**WHAT YOU ARE ASKED TO DO**
All of the data that follows should be output again without any alteration.

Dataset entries

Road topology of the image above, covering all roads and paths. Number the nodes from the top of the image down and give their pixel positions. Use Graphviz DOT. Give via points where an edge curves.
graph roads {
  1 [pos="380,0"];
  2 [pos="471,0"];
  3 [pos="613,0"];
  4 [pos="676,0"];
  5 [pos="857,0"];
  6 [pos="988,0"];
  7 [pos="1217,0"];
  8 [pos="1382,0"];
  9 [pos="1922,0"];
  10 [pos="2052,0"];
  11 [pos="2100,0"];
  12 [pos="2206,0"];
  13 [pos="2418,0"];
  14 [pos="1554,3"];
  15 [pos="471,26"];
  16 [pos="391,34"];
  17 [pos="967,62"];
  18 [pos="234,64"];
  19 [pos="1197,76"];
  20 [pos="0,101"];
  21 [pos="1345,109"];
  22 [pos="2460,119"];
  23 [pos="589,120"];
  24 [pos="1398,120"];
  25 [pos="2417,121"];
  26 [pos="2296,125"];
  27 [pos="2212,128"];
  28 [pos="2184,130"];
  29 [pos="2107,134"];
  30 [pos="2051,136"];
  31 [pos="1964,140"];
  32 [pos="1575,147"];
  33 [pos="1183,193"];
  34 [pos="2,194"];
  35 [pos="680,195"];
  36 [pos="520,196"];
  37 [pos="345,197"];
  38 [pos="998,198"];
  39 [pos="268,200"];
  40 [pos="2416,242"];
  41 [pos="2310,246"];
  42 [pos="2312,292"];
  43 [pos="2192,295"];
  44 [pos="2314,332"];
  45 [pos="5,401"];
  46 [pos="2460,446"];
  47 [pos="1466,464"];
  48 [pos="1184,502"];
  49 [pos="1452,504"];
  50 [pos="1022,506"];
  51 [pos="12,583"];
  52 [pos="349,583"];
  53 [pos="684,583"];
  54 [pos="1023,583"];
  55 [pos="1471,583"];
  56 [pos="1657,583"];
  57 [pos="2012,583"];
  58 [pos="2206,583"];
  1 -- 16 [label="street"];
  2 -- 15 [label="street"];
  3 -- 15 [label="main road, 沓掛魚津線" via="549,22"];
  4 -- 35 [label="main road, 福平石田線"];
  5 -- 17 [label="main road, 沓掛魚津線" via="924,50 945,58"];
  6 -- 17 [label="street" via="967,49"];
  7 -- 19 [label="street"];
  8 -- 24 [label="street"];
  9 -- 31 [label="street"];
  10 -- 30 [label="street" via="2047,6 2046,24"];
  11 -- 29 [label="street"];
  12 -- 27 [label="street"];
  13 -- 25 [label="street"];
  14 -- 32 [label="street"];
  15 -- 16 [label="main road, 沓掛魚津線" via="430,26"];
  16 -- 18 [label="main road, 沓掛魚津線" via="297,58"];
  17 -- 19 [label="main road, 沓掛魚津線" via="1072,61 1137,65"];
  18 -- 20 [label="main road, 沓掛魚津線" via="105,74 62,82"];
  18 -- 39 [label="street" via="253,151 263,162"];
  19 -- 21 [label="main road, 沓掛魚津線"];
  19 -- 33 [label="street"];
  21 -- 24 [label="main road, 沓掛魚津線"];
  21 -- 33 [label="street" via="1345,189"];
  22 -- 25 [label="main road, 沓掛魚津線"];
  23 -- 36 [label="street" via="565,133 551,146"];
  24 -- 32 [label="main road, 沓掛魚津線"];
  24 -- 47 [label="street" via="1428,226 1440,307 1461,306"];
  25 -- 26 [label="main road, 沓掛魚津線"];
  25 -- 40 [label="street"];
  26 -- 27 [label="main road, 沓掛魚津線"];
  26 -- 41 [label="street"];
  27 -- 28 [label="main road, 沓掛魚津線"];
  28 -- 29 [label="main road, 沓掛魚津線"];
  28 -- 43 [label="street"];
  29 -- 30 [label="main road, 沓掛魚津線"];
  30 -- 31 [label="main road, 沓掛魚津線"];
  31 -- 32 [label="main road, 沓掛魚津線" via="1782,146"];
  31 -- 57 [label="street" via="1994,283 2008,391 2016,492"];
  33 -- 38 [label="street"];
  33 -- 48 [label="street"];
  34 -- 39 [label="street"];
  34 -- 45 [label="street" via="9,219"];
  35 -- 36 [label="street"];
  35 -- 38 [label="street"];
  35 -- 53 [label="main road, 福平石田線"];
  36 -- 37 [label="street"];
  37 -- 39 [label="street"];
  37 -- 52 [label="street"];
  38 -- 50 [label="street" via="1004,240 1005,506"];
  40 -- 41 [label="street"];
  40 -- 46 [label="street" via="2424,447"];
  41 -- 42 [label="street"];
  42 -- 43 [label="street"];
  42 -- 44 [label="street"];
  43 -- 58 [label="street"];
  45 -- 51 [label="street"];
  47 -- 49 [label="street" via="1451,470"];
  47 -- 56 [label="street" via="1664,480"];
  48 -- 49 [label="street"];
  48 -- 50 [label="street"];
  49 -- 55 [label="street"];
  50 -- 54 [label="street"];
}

**RESPONSE TO THIS TASK**
Road topology of the image above, covering all roads and paths. Number the nodes from the top of the image down and give their pixel positions. Use Graphviz DOT. Give via points where an edge curves.
graph roads {
  1 [pos="380,0"];
  2 [pos="471,0"];
  3 [pos="613,0"];
  4 [pos="676,0"];
  5 [pos="857,0"];
  6 [pos="988,0"];
  7 [pos="1217,0"];
  8 [pos="1382,0"];
  9 [pos="1922,0"];
  10 [pos="2052,0"];
  11 [pos="2100,0"];
  12 [pos="2206,0"];
  13 [pos="2418,0"];
  14 [pos="1554,3"];
  15 [pos="471,26"];
  16 [pos="391,34"];
  17 [pos="967,62"];
  18 [pos="234,64"];
  19 [pos="1197,76"];
  20 [pos="0,101"];
  21 [pos="1345,109"];
  22 [pos="2460,119"];
  23 [pos="589,120"];
  24 [pos="1398,120"];
  25 [pos="2417,121"];
  26 [pos="2296,125"];
  27 [pos="2212,128"];
  28 [pos="2184,130"];
  29 [pos="2107,134"];
  30 [pos="2051,136"];
  31 [pos="1964,140"];
  32 [pos="1575,147"];
  33 [pos="1183,193"];
  34 [pos="2,194"];
  35 [pos="680,195"];
  36 [pos="520,196"];
  37 [pos="345,197"];
  38 [pos="998,198"];
  39 [pos="268,200"];
  40 [pos="2416,242"];
  41 [pos="2310,246"];
  42 [pos="2312,292"];
  43 [pos="2192,295"];
  44 [pos="2314,332"];
  45 [pos="5,401"];
  46 [pos="2460,446"];
  47 [pos="1466,464"];
  48 [pos="1184,502"];
  49 [pos="1452,504"];
  50 [pos="1022,506"];
  51 [pos="12,583"];
  52 [pos="349,583"];
  53 [pos="684,583"];
  54 [pos="1023,583"];
  55 [pos="1471,583"];
  56 [pos="1657,583"];
  57 [pos="2012,583"];
  58 [pos="2206,583"];
  1 -- 16 [label="street"];
  2 -- 15 [label="street"];
  3 -- 15 [label="main road, 沓掛魚津線" via="549,22"];
  4 -- 35 [label="main road, 福平石田線"];
  5 -- 17 [label="main road, 沓掛魚津線" via="924,50 945,58"];
  6 -- 17 [label="street" via="967,49"];
  7 -- 19 [label="street"];
  8 -- 24 [label="street"];
  9 -- 31 [label="street"];
  10 -- 30 [label="street" via="2047,6 2046,24"];
  11 -- 29 [label="street"];
  12 -- 27 [label="street"];
  13 -- 25 [label="street"];
  14 -- 32 [label="street"];
  15 -- 16 [label="main road, 沓掛魚津線" via="430,26"];
  16 -- 18 [label="main road, 沓掛魚津線" via="297,58"];
  17 -- 19 [label="main road, 沓掛魚津線" via="1072,61 1137,65"];
  18 -- 20 [label="main road, 沓掛魚津線" via="105,74 62,82"];
  18 -- 39 [label="street" via="253,151 263,162"];
  19 -- 21 [label="main road, 沓掛魚津線"];
  19 -- 33 [label="street"];
  21 -- 24 [label="main road, 沓掛魚津線"];
  21 -- 33 [label="street" via="1345,189"];
  22 -- 25 [label="main road, 沓掛魚津線"];
  23 -- 36 [label="street" via="565,133 551,146"];
  24 -- 32 [label="main road, 沓掛魚津線"];
  24 -- 47 [label="street" via="1428,226 1440,307 1461,306"];
  25 -- 26 [label="main road, 沓掛魚津線"];
  25 -- 40 [label="street"];
  26 -- 27 [label="main road, 沓掛魚津線"];
  26 -- 41 [label="street"];
  27 -- 28 [label="main road, 沓掛魚津線"];
  28 -- 29 [label="main road, 沓掛魚津線"];
  28 -- 43 [label="street"];
  29 -- 30 [label="main road, 沓掛魚津線"];
  30 -- 31 [label="main road, 沓掛魚津線"];
  31 -- 32 [label="main road, 沓掛魚津線" via="1782,146"];
  31 -- 57 [label="street" via="1994,283 2008,391 2016,492"];
  33 -- 38 [label="street"];
  33 -- 48 [label="street"];
  34 -- 39 [label="street"];
  34 -- 45 [label="street" via="9,219"];
  35 -- 36 [label="street"];
  35 -- 38 [label="street"];
  35 -- 53 [label="main road, 福平石田線"];
  36 -- 37 [label="street"];
  37 -- 39 [label="street"];
  37 -- 52 [label="street"];
  38 -- 50 [label="street" via="1004,240 1005,506"];
  40 -- 41 [label="street"];
  40 -- 46 [label="street" via="2424,447"];
  41 -- 42 [label="street"];
  42 -- 43 [label="street"];
  42 -- 44 [label="street"];
  43 -- 58 [label="street"];
  45 -- 51 [label="street"];
  47 -- 49 [label="street" via="1451,470"];
  47 -- 56 [label="street" via="1664,480"];
  48 -- 49 [label="street"];
  48 -- 50 [label="street"];
  49 -- 55 [label="street"];
  50 -- 54 [label="street"];
}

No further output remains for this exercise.